Brown-bag NERSC seminar notes
From CEDPS
Contents |
NERSC Brown-bag Seminar notes
Background
The brown-bag seminars are announced and open to all of NERSC staff. In fact, they are open to any LBNL staff.
Date: 9/6/2007
Presenter: Brian Tierney
Notes: Dan Gunter
Discussion notes
Questions and answers, and comments ("C:", "B:" for when Brian jumped back in). Some of these indicate directions to research, but most simply show things that need to be explained carefully (for future reference).
- Q: When you collect logs into a central spot, do you then assume they are publicly accessible?
- A: Partially, yes, but this will be explained more later
- Q: What do we do with all the logs that don't conform to this format?
- A: We have converters for a few formats, but there is still the problem that many times both the start and end of an activity is not logged.
- Q: What is syslog-ng being used for here? Does it convert the logs for you?
- A: Syslog-ng is there mostly to move the logs around.
- Q: What about parallel jobs?
- A: Our focus is more on grid/distributed types of jobs
- Q: Are event names types or instances?
- A: Types.
- Q: [re: stripping out sensitive fields] I thought the purpose was debugging -- how can you do that if you strip out things like the user name?
- A: Exactly! My personal view is to keep it. But some sites, esp. in Europe, have very strict policies about exporting certain types of information.
- C: Within OSG lots of the troubleshooting is actually performed by people on-site.
- Q: Instead of shipping logs upstream, what about having a query interface that controls access?
- A: In theory that would work, but in practice there are difficulties. You may end up needing to send the query to thousands of hosts since the location of the job is by design not known to the user.
- Q: So, how does this work now (debugging problems)?
- C: The ticket-system is used. The user files a trouble ticket with OSG, then OSG forwards it to the site, then the person on site deals with it. Mostly a non-automated process.
- C: Most of the failures we see on-site come from users who are running their jobs for the first time. Once they get set up, things tend to work pretty well.
- B: Remember we're trying to discuss "soft" failures here, as well.
- Q: What about end events that eventually do arrive?
- A: Right now, we ignore them.
- C: But these are new information. You should probably log them, too.
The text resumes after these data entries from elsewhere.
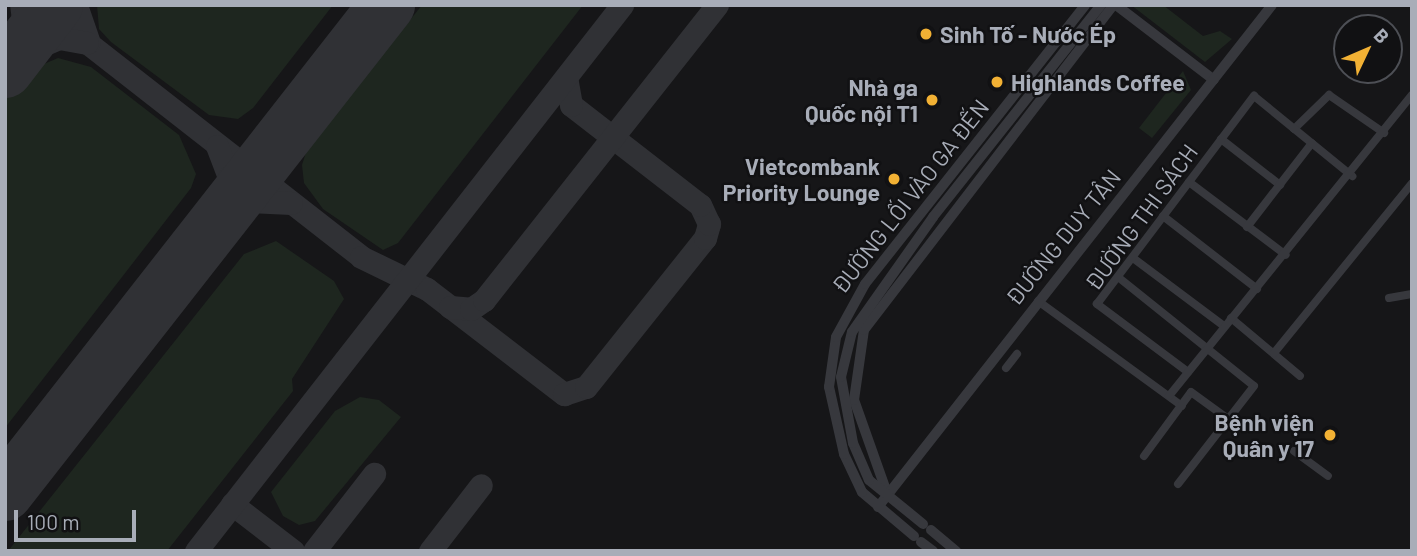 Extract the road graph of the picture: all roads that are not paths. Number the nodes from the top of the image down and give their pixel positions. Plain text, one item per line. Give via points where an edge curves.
1 (1085, 5) edge
2 (1101, 5) edge
3 (1115, 5) edge
4 (1272, 5) edge
5 (1214, 80) junction
6 (1412, 95) edge
7 (1294, 129) junction
8 (1384, 133) junction
9 (1221, 139) junction
10 (1312, 143) junction
11 (1352, 176) junction
12 (1189, 182) junction
13 (1412, 183) edge
14 (1280, 185) junction
15 (1163, 216) junction
16 (1247, 227) junction
17 (1286, 255) junction
18 (1133, 257) junction
19 (1118, 277) junction
20 (1257, 289) junction
21 (1412, 294) edge
22 (1390, 298) dead end
23 (1038, 301) junction
24 (1231, 318) junction
25 (1224, 326) junction
26 (1208, 347) junction
27 (1274, 353) junction
28 (1017, 354) dead end
29 (1006, 368) dead end
30 (1188, 372) junction
31 (1300, 376) dead end
32 (1169, 396) junction
33 (1181, 406) junction
34 (1228, 419) junction
35 (1294, 452) dead end
36 (1144, 456) dead end
37 (1328, 476) dead end
38 (1178, 484) dead end
39 (888, 496) junction
40 (878, 507) junction
41 (933, 551) edge
42 (956, 551) edge

1 - 40 street, ĐƯỜNG LỐI VÀO GA ĐẾN via 865,284 840,326 830,371 833,420 855,482
2 - 39 street via 859,319 842,367 845,418 864,471
3 - 5 street
3 - 39 street via 864,330 854,400
4 - 5 street, ĐƯỜNG DUY TÂN
5 - 23 street, ĐƯỜNG DUY TÂN
6 - 8 street
7 - 8 street via 1329,95
7 - 9 street, ĐƯỜNG THI SÁCH via 1254,96
7 - 10 street
8 - 11 street
9 - 12 street, ĐƯỜNG THI SÁCH
9 - 14 street
10 - 11 street
10 - 14 street
11 - 17 street
12 - 15 street, ĐƯỜNG THI SÁCH
12 - 16 street
13 - 27 street
14 - 16 street
15 - 18 street, ĐƯỜNG THI SÁCH
15 - 20 street
16 - 17 street
17 - 20 street
18 - 19 street, ĐƯỜNG THI SÁCH
18 - 25 street
19 - 26 street
19 - 30 street, ĐƯỜNG THI SÁCH via 1097,304
20 - 24 street
21 - 22 street
23 - 32 street
23 - 39 street, ĐƯỜNG DUY TÂN
24 - 25 street
24 - 27 street
25 - 26 street
26 - 30 street
26 - 34 street via 1254,386
27 - 31 street
28 - 29 street
30 - 32 street
32 - 33 street
33 - 34 street via 1191,392
33 - 36 street
34 - 38 street
35 - 37 street
39 - 40 street, ĐƯỜNG DUY TÂN
39 - 42 street
40 - 41 street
- C: This kind of analysis is something that could be done in the database (as opposed to in real-time).
- Q: Will you generate a list of keywords that people could use?
- A: We find people don't want to be told what keywords to use.
- C: But it couldn't hurt to have the list, even if most people ignore it.
- Q: At what level do you envision this happening? What about 20K node jobs?
- A: Not at that level, although we do have this "summarizer" thing..
- Q: What about an XML format? Wouldn't this be extensible?
- A: We've toyed with that, but decided this was simpler to generate and parse.
- Q: Is the parser specific to those few programs you mentioned?
- A: Those are the only parsers we've written, but the framework is designed for extensibility.
- C: What I'm really interested in is the query interface
- A: That's the part we haven't done yet.
- C: For example, the kind of thing I need to know is if someone's job supposedly took too long, do the resources used by that job correlate with any known failures?
- B: What log files are you guys using now?
- C: Batch scheduler logs are important. (PBS uses ASCII, LoadLeveler uses binary w/API)
- C: We have a database of job logs going back for years.
Action items
In further discussion with David Skinner and Richard Gerber, we decided:
- NERSC should use syslog-ng to start collecting logs in a consistent way
- one way to make sending to syslog-ng easy is to have a command-line utility
- This is something we (CEDPS) will develop and deliver